TASK REQUIREMENTS - Out of the records below, copy all lines in which the word "Answer" occurs.

PROVIDED RECORDS -

--------------------------------

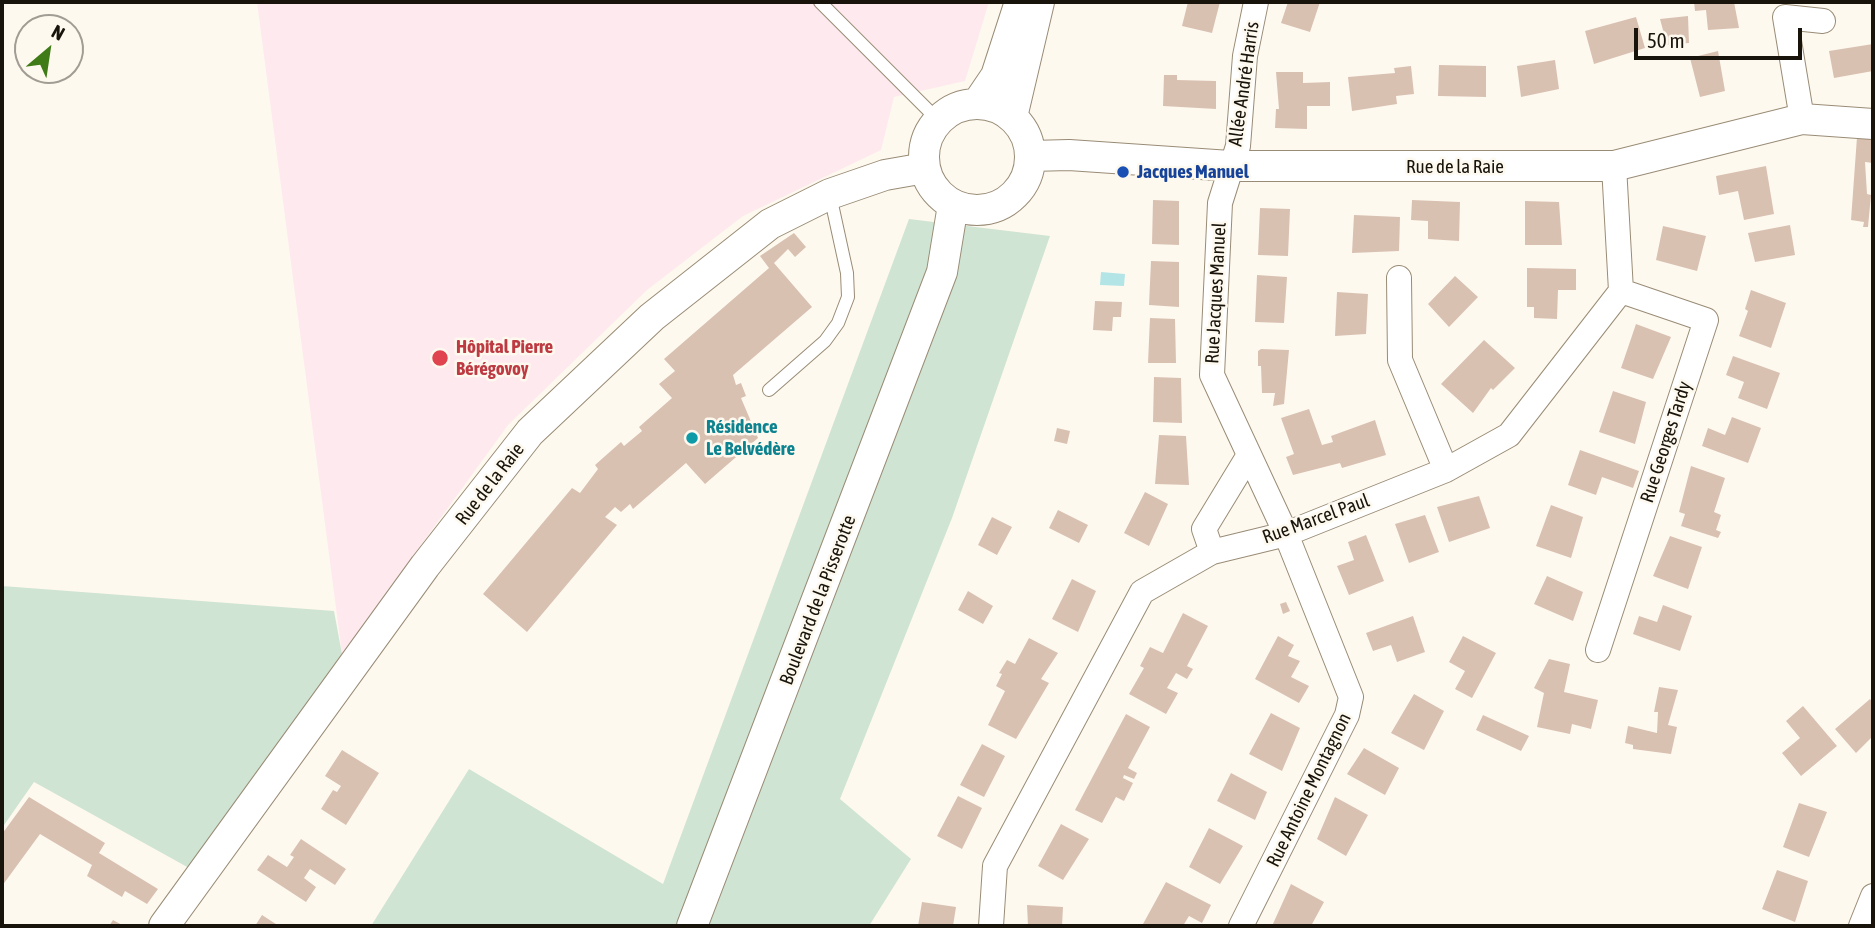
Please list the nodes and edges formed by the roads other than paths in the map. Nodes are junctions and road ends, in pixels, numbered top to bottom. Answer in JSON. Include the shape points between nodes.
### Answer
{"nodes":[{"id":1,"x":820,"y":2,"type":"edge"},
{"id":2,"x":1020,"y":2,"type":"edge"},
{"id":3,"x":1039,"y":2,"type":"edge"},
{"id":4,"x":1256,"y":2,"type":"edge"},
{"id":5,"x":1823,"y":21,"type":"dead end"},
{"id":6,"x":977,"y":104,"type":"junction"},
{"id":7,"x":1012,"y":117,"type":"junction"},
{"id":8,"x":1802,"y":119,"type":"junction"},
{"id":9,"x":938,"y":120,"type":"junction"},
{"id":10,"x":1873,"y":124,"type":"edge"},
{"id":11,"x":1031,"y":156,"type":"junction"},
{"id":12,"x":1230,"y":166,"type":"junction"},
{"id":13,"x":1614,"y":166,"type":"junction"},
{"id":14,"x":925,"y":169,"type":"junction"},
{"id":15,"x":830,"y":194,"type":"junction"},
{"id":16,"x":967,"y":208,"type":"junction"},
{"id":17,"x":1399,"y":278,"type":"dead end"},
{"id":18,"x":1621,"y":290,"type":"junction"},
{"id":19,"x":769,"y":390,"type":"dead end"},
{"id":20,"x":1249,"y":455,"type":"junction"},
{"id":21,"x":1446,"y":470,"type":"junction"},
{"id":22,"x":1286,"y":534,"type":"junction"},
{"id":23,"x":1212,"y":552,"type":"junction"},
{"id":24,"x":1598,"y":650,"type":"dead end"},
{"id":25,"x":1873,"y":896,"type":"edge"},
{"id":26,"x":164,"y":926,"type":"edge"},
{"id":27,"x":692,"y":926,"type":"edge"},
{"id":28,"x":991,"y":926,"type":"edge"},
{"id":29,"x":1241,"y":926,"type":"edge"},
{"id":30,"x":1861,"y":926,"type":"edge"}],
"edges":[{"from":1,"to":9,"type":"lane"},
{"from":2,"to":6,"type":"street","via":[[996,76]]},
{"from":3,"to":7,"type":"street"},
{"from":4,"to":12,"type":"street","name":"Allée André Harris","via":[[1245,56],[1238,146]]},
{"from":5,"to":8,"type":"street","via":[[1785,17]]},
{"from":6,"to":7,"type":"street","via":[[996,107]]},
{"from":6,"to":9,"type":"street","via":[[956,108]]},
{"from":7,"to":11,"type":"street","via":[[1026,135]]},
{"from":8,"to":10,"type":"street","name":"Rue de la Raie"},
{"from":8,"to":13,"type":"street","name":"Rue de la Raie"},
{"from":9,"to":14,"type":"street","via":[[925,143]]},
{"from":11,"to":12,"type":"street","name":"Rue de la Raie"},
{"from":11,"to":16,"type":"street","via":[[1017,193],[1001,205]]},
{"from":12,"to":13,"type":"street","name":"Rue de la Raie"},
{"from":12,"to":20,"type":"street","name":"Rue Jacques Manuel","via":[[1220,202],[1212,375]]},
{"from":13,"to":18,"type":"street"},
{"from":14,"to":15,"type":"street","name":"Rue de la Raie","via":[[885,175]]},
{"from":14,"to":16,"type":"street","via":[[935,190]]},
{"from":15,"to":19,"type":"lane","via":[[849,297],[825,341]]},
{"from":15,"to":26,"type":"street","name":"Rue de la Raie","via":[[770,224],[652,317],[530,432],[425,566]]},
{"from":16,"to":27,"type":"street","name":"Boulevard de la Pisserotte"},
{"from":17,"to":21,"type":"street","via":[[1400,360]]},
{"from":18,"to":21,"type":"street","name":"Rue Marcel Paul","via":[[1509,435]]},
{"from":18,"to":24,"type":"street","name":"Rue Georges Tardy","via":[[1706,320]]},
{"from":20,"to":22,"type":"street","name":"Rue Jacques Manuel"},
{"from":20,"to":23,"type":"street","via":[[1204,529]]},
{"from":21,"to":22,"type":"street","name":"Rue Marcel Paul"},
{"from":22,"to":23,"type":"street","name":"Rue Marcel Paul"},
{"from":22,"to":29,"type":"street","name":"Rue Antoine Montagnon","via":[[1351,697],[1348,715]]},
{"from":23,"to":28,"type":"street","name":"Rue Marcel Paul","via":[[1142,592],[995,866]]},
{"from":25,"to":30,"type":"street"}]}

--------------------------------

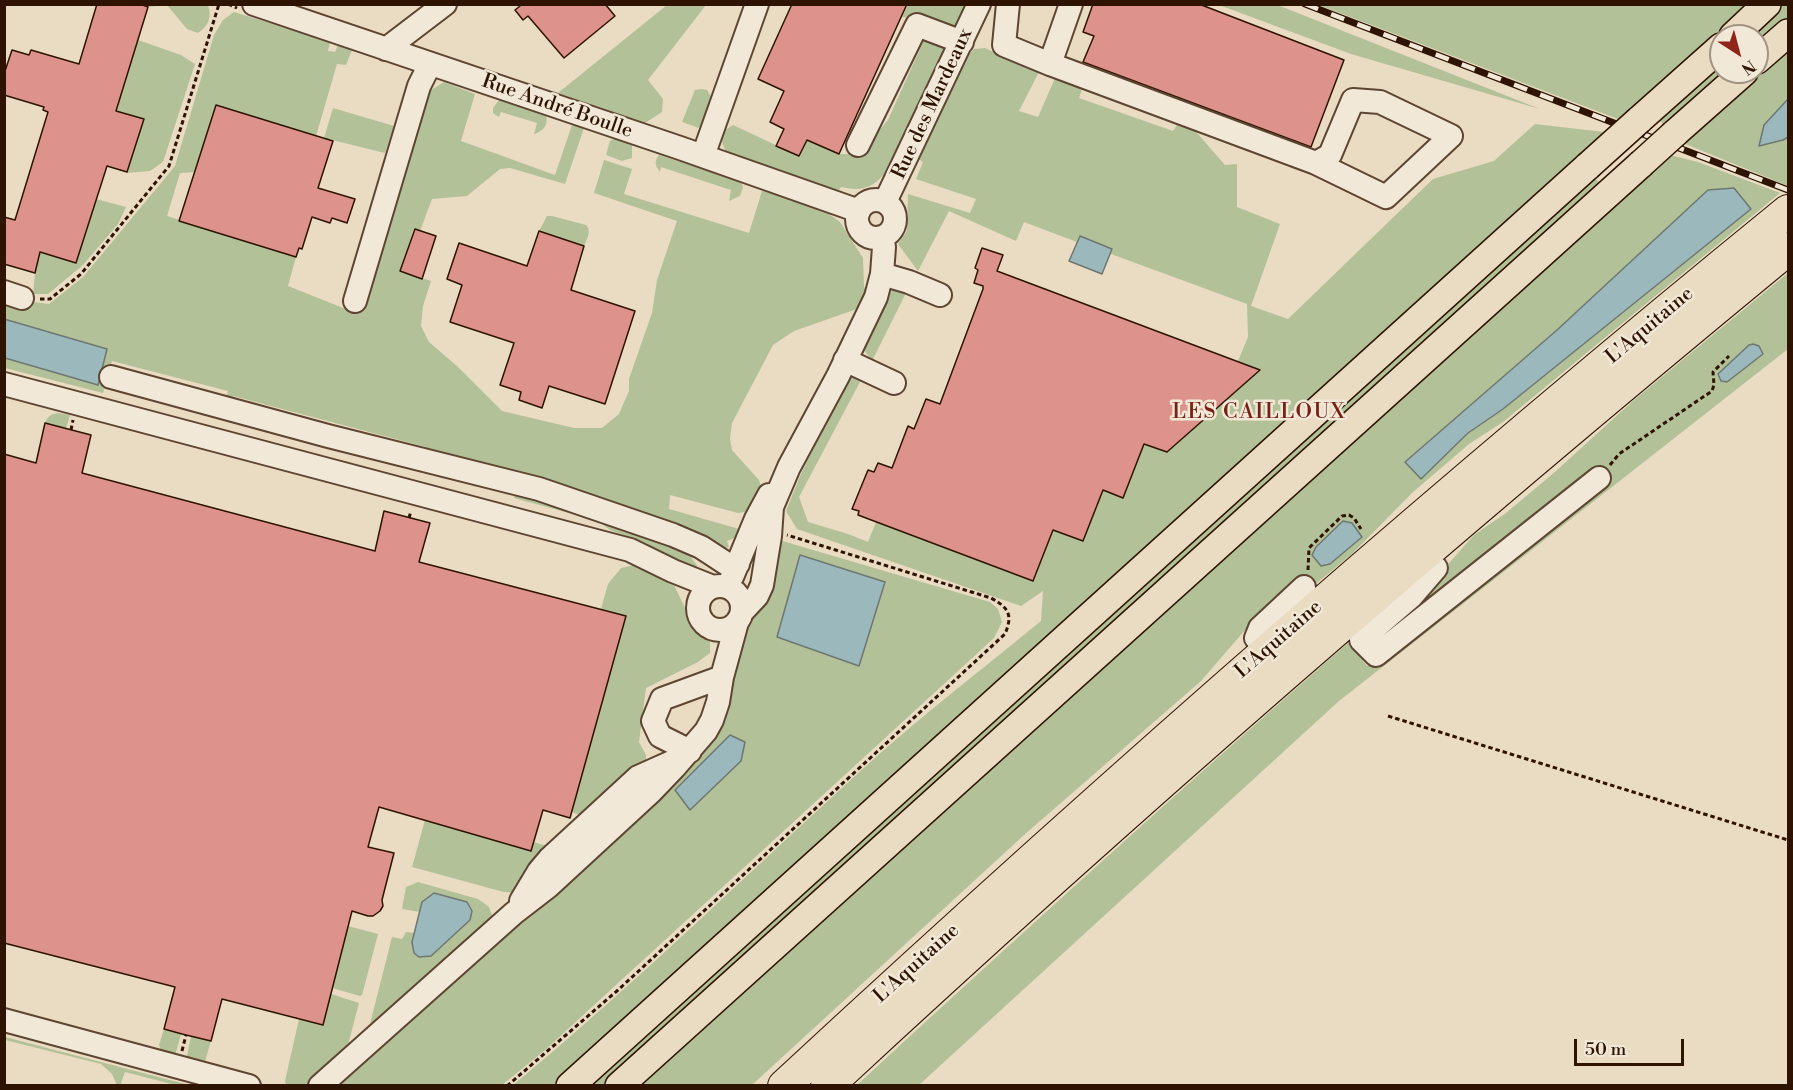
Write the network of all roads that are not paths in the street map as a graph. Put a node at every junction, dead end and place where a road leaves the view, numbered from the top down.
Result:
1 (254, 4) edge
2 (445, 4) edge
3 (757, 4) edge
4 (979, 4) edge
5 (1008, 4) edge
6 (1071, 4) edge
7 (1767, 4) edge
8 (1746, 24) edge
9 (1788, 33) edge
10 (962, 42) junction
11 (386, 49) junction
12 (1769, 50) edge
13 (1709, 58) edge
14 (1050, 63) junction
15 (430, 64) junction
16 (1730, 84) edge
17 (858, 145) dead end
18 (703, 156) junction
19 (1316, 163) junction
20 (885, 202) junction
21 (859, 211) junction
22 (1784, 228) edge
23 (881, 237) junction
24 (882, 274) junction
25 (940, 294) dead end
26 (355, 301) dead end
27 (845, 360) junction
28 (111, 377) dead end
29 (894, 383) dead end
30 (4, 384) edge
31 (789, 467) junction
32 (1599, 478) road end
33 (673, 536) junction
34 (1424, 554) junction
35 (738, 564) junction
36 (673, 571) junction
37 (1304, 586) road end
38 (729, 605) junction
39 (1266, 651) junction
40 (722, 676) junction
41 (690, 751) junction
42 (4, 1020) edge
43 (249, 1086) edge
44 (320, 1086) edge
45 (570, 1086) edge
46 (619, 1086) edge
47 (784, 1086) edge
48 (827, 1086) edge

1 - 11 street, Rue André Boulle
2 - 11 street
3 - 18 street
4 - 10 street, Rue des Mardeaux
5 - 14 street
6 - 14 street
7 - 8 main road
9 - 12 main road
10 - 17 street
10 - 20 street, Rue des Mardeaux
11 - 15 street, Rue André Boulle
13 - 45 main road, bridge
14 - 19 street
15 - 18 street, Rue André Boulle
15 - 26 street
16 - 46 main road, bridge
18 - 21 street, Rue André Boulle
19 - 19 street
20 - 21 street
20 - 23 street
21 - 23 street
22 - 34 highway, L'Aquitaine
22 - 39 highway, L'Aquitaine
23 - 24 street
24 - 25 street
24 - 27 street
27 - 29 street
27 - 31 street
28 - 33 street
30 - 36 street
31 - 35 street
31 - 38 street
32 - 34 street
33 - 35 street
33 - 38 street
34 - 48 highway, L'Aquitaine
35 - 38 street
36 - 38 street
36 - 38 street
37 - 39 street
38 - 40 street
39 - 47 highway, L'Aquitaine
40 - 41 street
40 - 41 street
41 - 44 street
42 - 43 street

--------------------------------

OUTPUT -
Please list the nodes and edges formed by the roads other than paths in the map. Nodes are junctions and road ends, in pixels, numbered top to bottom. Answer in JSON. Include the shape points between nodes.
### Answer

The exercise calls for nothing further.